_Brief:_ A verbatim copy of the records below, pictures omitted, is the task.

:: Supplied records ::

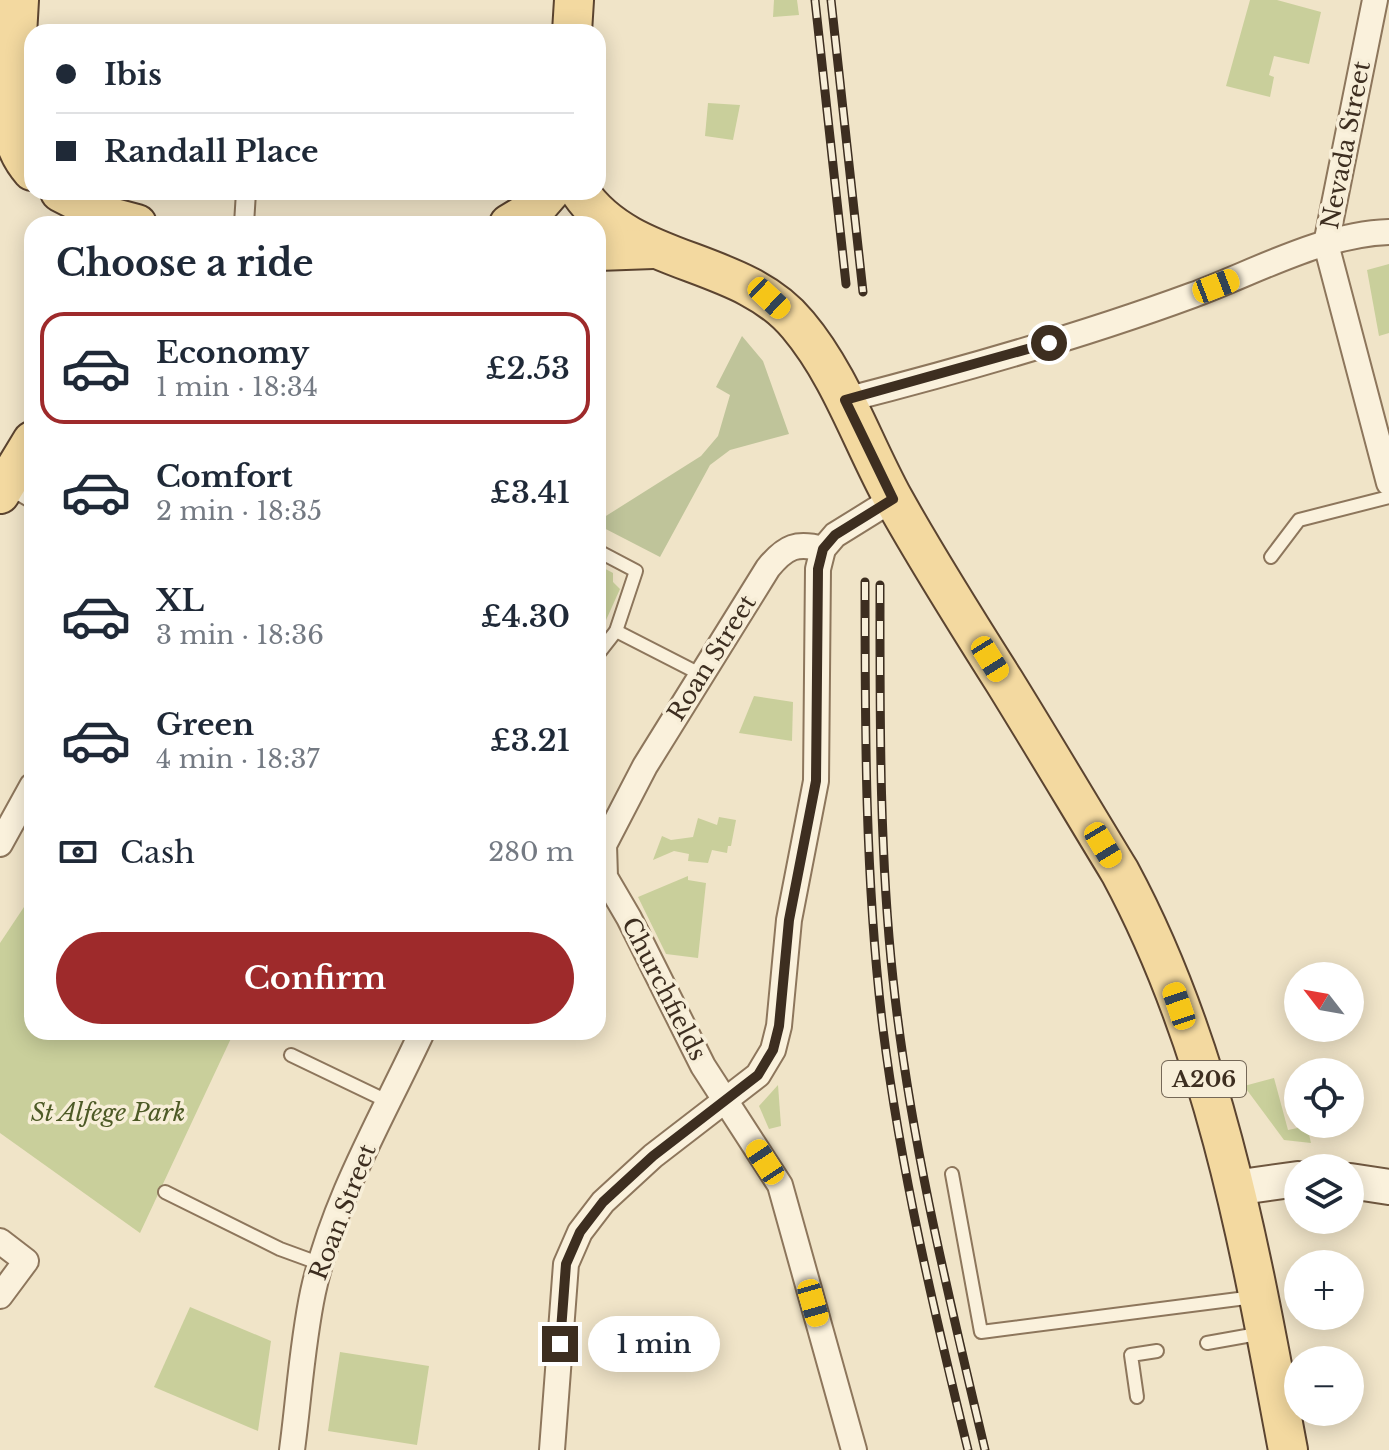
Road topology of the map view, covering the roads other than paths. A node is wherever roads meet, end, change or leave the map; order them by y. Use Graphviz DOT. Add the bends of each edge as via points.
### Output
graph roads {
  1 [pos="19,0"];
  2 [pos="574,0"];
  3 [pos="1373,1"];
  4 [pos="572,24"];
  5 [pos="15,151"];
  6 [pos="76,200"];
  7 [pos="543,200"];
  8 [pos="586,200"];
  9 [pos="108,216"];
  10 [pos="522,216"];
  11 [pos="602,216"];
  12 [pos="606,218"];
  13 [pos="1389,232"];
  14 [pos="1326,244"];
  15 [pos="653,249"];
  16 [pos="606,251"];
  17 [pos="845,400"];
  18 [pos="24,462"];
  19 [pos="1389,483"];
  20 [pos="13,490"];
  21 [pos="1389,497"];
  22 [pos="893,499"];
  23 [pos="823,549"];
  24 [pos="606,555"];
  25 [pos="1271,557"];
  26 [pos="616,631"];
  27 [pos="606,644"];
  28 [pos="700,674"];
  29 [pos="24,800"];
  30 [pos="606,841"];
  31 [pos="0,844"];
  32 [pos="606,886"];
  33 [pos="418,1040"];
  34 [pos="291,1055"];
  35 [pos="724,1101"];
  36 [pos="389,1102"];
  37 [pos="952,1174"];
  38 [pos="1284,1181"];
  39 [pos="1364,1183"];
  40 [pos="1389,1187"];
  41 [pos="1234,1188"];
  42 [pos="165,1192"];
  43 [pos="0,1241"];
  44 [pos="321,1264"];
  45 [pos="0,1296"];
  46 [pos="1261,1314"];
  47 [pos="1207,1343"];
  48 [pos="1157,1351"];
  49 [pos="1137,1397"];
  50 [pos="292,1450"];
  51 [pos="552,1450"];
  52 [pos="854,1450"];
  53 [pos="1288,1450"];
  1 -- 5 [label="main road"];
  2 -- 4 [label="main road"];
  3 -- 14 [label="street, Nevada Street"];
  6 -- 9 [label="main road"];
  7 -- 10 [label="main road"];
  8 -- 11 [label="main road, A206"];
  12 -- 15 [label="main road, A206"];
  13 -- 14 [label="street"];
  14 -- 17 [label="street" via="997,360"];
  14 -- 19 [label="street"];
  15 -- 16 [label="main road, A206"];
  15 -- 17 [label="main road, A206" via="730,276 769,298 797,323"];
  17 -- 22 [label="main road, A206"];
  18 -- 20 [label="main road"];
  21 -- 25 [label="lane" via="1299,520"];
  22 -- 23 [label="street" via="848,526"];
  22 -- 41 [label="main road, A206" via="1137,904 1190,1035"];
  23 -- 28 [label="street, Roan Street" via="793,546 775,560"];
  23 -- 35 [label="street" via="818,569 816,781 789,920 779,1026 758,1075"];
  24 -- 26 [label="lane" via="636,571"];
  26 -- 27 [label="lane"];
  26 -- 28 [label="lane"];
  28 -- 30 [label="street, Roan Street"];
  29 -- 31 [label="street"];
  32 -- 35 [label="street, Churchfields" via="629,918"];
  33 -- 36 [label="street, Roan Street"];
  34 -- 36 [label="lane"];
  35 -- 51 [label="street" via="653,1156 603,1202 580,1232 566,1264"];
  35 -- 52 [label="street, Churchfields" via="780,1185"];
  36 -- 44 [label="street, Roan Street" via="329,1234"];
  37 -- 46 [label="lane" via="981,1332"];
  38 -- 41 [label="main road"];
  39 -- 40 [label="main road"];
  41 -- 46 [label="main road, A206"];
  42 -- 44 [label="lane"];
  43 -- 45 [label="street" via="26,1261"];
  44 -- 50 [label="street, Roan Street"];
  46 -- 47 [label="lane"];
  46 -- 53 [label="main road, A206"];
  48 -- 49 [label="lane" via="1131,1355"];
}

:::

_Response area:_
Road topology of the map view, covering the roads other than paths. A node is wherever roads meet, end, change or leave the map; order them by y. Use Graphviz DOT. Add the bends of each edge as via points.
### Output
graph roads {
  1 [pos="19,0"];
  2 [pos="574,0"];
  3 [pos="1373,1"];
  4 [pos="572,24"];
  5 [pos="15,151"];
  6 [pos="76,200"];
  7 [pos="543,200"];
  8 [pos="586,200"];
  9 [pos="108,216"];
  10 [pos="522,216"];
  11 [pos="602,216"];
  12 [pos="606,218"];
  13 [pos="1389,232"];
  14 [pos="1326,244"];
  15 [pos="653,249"];
  16 [pos="606,251"];
  17 [pos="845,400"];
  18 [pos="24,462"];
  19 [pos="1389,483"];
  20 [pos="13,490"];
  21 [pos="1389,497"];
  22 [pos="893,499"];
  23 [pos="823,549"];
  24 [pos="606,555"];
  25 [pos="1271,557"];
  26 [pos="616,631"];
  27 [pos="606,644"];
  28 [pos="700,674"];
  29 [pos="24,800"];
  30 [pos="606,841"];
  31 [pos="0,844"];
  32 [pos="606,886"];
  33 [pos="418,1040"];
  34 [pos="291,1055"];
  35 [pos="724,1101"];
  36 [pos="389,1102"];
  37 [pos="952,1174"];
  38 [pos="1284,1181"];
  39 [pos="1364,1183"];
  40 [pos="1389,1187"];
  41 [pos="1234,1188"];
  42 [pos="165,1192"];
  43 [pos="0,1241"];
  44 [pos="321,1264"];
  45 [pos="0,1296"];
  46 [pos="1261,1314"];
  47 [pos="1207,1343"];
  48 [pos="1157,1351"];
  49 [pos="1137,1397"];
  50 [pos="292,1450"];
  51 [pos="552,1450"];
  52 [pos="854,1450"];
  53 [pos="1288,1450"];
  1 -- 5 [label="main road"];
  2 -- 4 [label="main road"];
  3 -- 14 [label="street, Nevada Street"];
  6 -- 9 [label="main road"];
  7 -- 10 [label="main road"];
  8 -- 11 [label="main road, A206"];
  12 -- 15 [label="main road, A206"];
  13 -- 14 [label="street"];
  14 -- 17 [label="street" via="997,360"];
  14 -- 19 [label="street"];
  15 -- 16 [label="main road, A206"];
  15 -- 17 [label="main road, A206" via="730,276 769,298 797,323"];
  17 -- 22 [label="main road, A206"];
  18 -- 20 [label="main road"];
  21 -- 25 [label="lane" via="1299,520"];
  22 -- 23 [label="street" via="848,526"];
  22 -- 41 [label="main road, A206" via="1137,904 1190,1035"];
  23 -- 28 [label="street, Roan Street" via="793,546 775,560"];
  23 -- 35 [label="street" via="818,569 816,781 789,920 779,1026 758,1075"];
  24 -- 26 [label="lane" via="636,571"];
  26 -- 27 [label="lane"];
  26 -- 28 [label="lane"];
  28 -- 30 [label="street, Roan Street"];
  29 -- 31 [label="street"];
  32 -- 35 [label="street, Churchfields" via="629,918"];
  33 -- 36 [label="street, Roan Street"];
  34 -- 36 [label="lane"];
  35 -- 51 [label="street" via="653,1156 603,1202 580,1232 566,1264"];
  35 -- 52 [label="street, Churchfields" via="780,1185"];
  36 -- 44 [label="street, Roan Street" via="329,1234"];
  37 -- 46 [label="lane" via="981,1332"];
  38 -- 41 [label="main road"];
  39 -- 40 [label="main road"];
  41 -- 46 [label="main road, A206"];
  42 -- 44 [label="lane"];
  43 -- 45 [label="street" via="26,1261"];
  44 -- 50 [label="street, Roan Street"];
  46 -- 47 [label="lane"];
  46 -- 53 [label="main road, A206"];
  48 -- 49 [label="lane" via="1131,1355"];
}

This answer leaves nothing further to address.